#### GIVEN DATA:
• • • •

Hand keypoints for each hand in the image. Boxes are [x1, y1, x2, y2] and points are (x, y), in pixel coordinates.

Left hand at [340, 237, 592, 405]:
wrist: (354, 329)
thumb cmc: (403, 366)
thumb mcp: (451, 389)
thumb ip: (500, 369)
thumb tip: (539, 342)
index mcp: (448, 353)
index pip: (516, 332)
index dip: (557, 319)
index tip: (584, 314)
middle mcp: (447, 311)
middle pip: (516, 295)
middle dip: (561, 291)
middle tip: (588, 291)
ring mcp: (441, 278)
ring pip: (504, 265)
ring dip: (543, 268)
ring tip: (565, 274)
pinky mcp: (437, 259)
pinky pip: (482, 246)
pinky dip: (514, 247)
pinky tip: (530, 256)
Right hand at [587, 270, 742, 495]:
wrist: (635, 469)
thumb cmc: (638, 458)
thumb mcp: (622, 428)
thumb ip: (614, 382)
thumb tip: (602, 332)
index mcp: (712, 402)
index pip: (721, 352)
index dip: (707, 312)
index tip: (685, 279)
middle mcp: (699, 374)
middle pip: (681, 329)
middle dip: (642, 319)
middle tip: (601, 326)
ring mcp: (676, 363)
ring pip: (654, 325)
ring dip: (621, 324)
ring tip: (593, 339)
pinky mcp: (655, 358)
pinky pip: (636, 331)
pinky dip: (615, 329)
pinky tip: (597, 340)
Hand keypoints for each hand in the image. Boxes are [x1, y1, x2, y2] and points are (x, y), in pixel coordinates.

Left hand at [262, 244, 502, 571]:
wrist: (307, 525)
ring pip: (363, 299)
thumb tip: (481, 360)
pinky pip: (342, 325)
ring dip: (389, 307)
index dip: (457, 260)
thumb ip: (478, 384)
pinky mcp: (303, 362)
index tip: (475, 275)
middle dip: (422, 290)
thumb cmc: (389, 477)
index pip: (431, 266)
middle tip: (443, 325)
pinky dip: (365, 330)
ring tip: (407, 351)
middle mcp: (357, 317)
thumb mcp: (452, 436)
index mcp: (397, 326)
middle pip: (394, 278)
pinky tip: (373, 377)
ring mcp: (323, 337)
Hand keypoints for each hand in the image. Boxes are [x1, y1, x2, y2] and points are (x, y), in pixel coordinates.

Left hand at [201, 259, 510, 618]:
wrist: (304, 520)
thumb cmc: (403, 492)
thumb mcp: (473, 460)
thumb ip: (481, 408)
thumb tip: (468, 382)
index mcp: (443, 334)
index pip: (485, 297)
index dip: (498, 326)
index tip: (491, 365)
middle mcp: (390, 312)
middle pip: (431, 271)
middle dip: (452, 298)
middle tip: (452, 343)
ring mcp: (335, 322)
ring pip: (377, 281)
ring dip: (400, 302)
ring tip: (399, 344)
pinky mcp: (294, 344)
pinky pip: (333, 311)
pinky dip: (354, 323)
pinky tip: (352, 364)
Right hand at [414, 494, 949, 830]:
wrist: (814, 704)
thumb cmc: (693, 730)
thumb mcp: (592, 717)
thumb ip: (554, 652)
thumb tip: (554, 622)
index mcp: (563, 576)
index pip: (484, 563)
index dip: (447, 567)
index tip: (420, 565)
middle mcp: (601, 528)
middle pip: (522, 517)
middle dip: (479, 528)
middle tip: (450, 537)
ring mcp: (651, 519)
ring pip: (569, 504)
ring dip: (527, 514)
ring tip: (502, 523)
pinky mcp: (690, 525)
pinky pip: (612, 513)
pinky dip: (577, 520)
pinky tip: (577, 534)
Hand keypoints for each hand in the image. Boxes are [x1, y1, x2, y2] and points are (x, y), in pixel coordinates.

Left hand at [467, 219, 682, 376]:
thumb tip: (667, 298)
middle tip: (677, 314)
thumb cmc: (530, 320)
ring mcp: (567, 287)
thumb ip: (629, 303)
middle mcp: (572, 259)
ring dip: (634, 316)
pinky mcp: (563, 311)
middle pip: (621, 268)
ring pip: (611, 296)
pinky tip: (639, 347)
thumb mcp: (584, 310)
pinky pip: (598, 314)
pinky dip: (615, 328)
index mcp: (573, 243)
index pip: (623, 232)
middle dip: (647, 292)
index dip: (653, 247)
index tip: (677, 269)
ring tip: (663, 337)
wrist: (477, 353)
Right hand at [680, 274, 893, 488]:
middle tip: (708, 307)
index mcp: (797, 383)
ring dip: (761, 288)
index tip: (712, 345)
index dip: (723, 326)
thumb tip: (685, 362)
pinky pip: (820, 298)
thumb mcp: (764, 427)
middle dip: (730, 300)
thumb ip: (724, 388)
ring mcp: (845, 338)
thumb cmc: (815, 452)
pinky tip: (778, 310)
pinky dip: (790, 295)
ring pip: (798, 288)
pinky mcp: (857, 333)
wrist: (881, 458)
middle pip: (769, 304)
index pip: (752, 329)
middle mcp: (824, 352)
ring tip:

• • • •

#### BRIEF:
Give the listing above again, word for word.

#### SOLUTION FOR THIS EXERCISE:
Hand keypoints for each hand in the image. Boxes are [x1, y1, x2, y2] and points are (x, y), in pixel coordinates.

Left hand at [340, 237, 592, 405]:
wrist: (354, 329)
thumb cmc: (403, 366)
thumb mcp: (451, 389)
thumb ip: (500, 369)
thumb tip: (539, 342)
index mcp: (448, 353)
index pip: (516, 332)
index dip: (557, 319)
index tip: (584, 314)
middle mcp: (447, 311)
middle pip: (516, 295)
middle dip: (561, 291)
middle tip: (588, 291)
ring mcp: (441, 278)
ring pip: (504, 265)
ring dip: (543, 268)
ring tip: (565, 274)
pinky mcp: (437, 259)
pinky pip: (482, 246)
pinky dip: (514, 247)
pinky tip: (530, 256)
Right hand at [587, 270, 742, 495]:
wrist: (635, 469)
thumb cmc: (638, 458)
thumb mcp: (622, 428)
thumb ip: (614, 382)
thumb tip: (602, 332)
index mcp: (712, 402)
index pip: (721, 352)
index dip: (707, 312)
index tip: (685, 279)
middle mcp: (699, 374)
middle pip: (681, 329)
middle dip: (642, 319)
middle tip: (601, 326)
ring mcp: (676, 363)
ring pip: (654, 325)
ring dip: (621, 324)
ring tip: (593, 339)
pinky mcp: (655, 358)
pinky pip: (636, 331)
pinky dip: (615, 329)
pinky tip: (597, 340)
Hand keypoints for each hand in the image. Boxes are [x1, y1, x2, y2] and points are (x, y), in pixel coordinates.

Left hand at [262, 244, 502, 571]:
wrist: (307, 525)
ring pip: (363, 299)
thumb tip: (481, 360)
pinky pip: (342, 325)
ring dip: (389, 307)
index dip: (457, 260)
thumb ip: (478, 384)
pinky mcp: (303, 362)
index tip: (475, 275)
middle dip: (422, 290)
thumb cmc: (389, 477)
index pip: (431, 266)
middle tip: (443, 325)
pinky dip: (365, 330)
ring tip: (407, 351)
middle mcp: (357, 317)
thumb mcp: (452, 436)
index mcp: (397, 326)
middle pip: (394, 278)
pinky tip: (373, 377)
ring mcp: (323, 337)
Hand keypoints for each hand in the image. Boxes are [x1, y1, x2, y2] and points are (x, y), in pixel coordinates.

Left hand at [201, 259, 510, 618]:
wrist: (304, 520)
thumb cmc: (403, 492)
thumb mcp: (473, 460)
thumb ip: (481, 408)
thumb tip: (468, 382)
index mcp: (443, 334)
index pip: (485, 297)
index dip: (498, 326)
index tip: (491, 365)
middle mcp: (390, 312)
middle pip: (431, 271)
middle dip: (452, 298)
middle tip: (452, 343)
ring mcp: (335, 322)
ring pip: (377, 281)
ring dip: (400, 302)
ring tip: (399, 344)
pinky mcp: (294, 344)
pinky pip: (333, 311)
pinky dip: (354, 323)
pinky tip: (352, 364)
Right hand at [414, 494, 949, 830]:
wrist: (814, 704)
thumb cmc: (693, 730)
thumb mcp: (592, 717)
thumb ip: (554, 652)
thumb tip: (554, 622)
index mcp: (563, 576)
index pip: (484, 563)
index dip: (447, 567)
index tip: (420, 565)
middle mcp: (601, 528)
middle pip: (522, 517)
middle dip: (479, 528)
middle tip: (450, 537)
ring mcp: (651, 519)
ring pip: (569, 504)
ring dip: (527, 514)
ring tip: (502, 523)
pinky mcp: (690, 525)
pinky pip: (612, 513)
pinky dip: (577, 520)
pinky tip: (577, 534)
Hand keypoints for each hand in the image. Boxes are [x1, y1, x2, y2] and points are (x, y), in pixel coordinates.

Left hand at [467, 219, 682, 376]:
thumb tip: (667, 298)
middle tip: (677, 314)
thumb cmc: (530, 320)
ring mcp: (567, 287)
thumb ip: (629, 303)
middle mcp: (572, 259)
ring dip: (634, 316)
pinky mcp: (563, 311)
middle pip: (621, 268)
ring pip: (611, 296)
pinky tip: (639, 347)
thumb mcp: (584, 310)
pinky pip: (598, 314)
pinky dip: (615, 328)
index mcp: (573, 243)
index pip: (623, 232)
middle dip: (647, 292)
index dip: (653, 247)
index tip: (677, 269)
ring tip: (663, 337)
wrist: (477, 353)
Right hand at [680, 274, 893, 488]:
middle tip: (708, 307)
index mcp: (797, 383)
ring dip: (761, 288)
index tip: (712, 345)
index dip: (723, 326)
thumb tip: (685, 362)
pinky pip: (820, 298)
thumb mcp: (764, 427)
middle dip: (730, 300)
thumb ip: (724, 388)
ring mcp: (845, 338)
thumb cmc: (815, 452)
pinky tip: (778, 310)
pinky dip: (790, 295)
ring pip: (798, 288)
pinky mcp: (857, 333)
wrist: (881, 458)
middle pip: (769, 304)
index pip: (752, 329)
middle mcp: (824, 352)
ring tip:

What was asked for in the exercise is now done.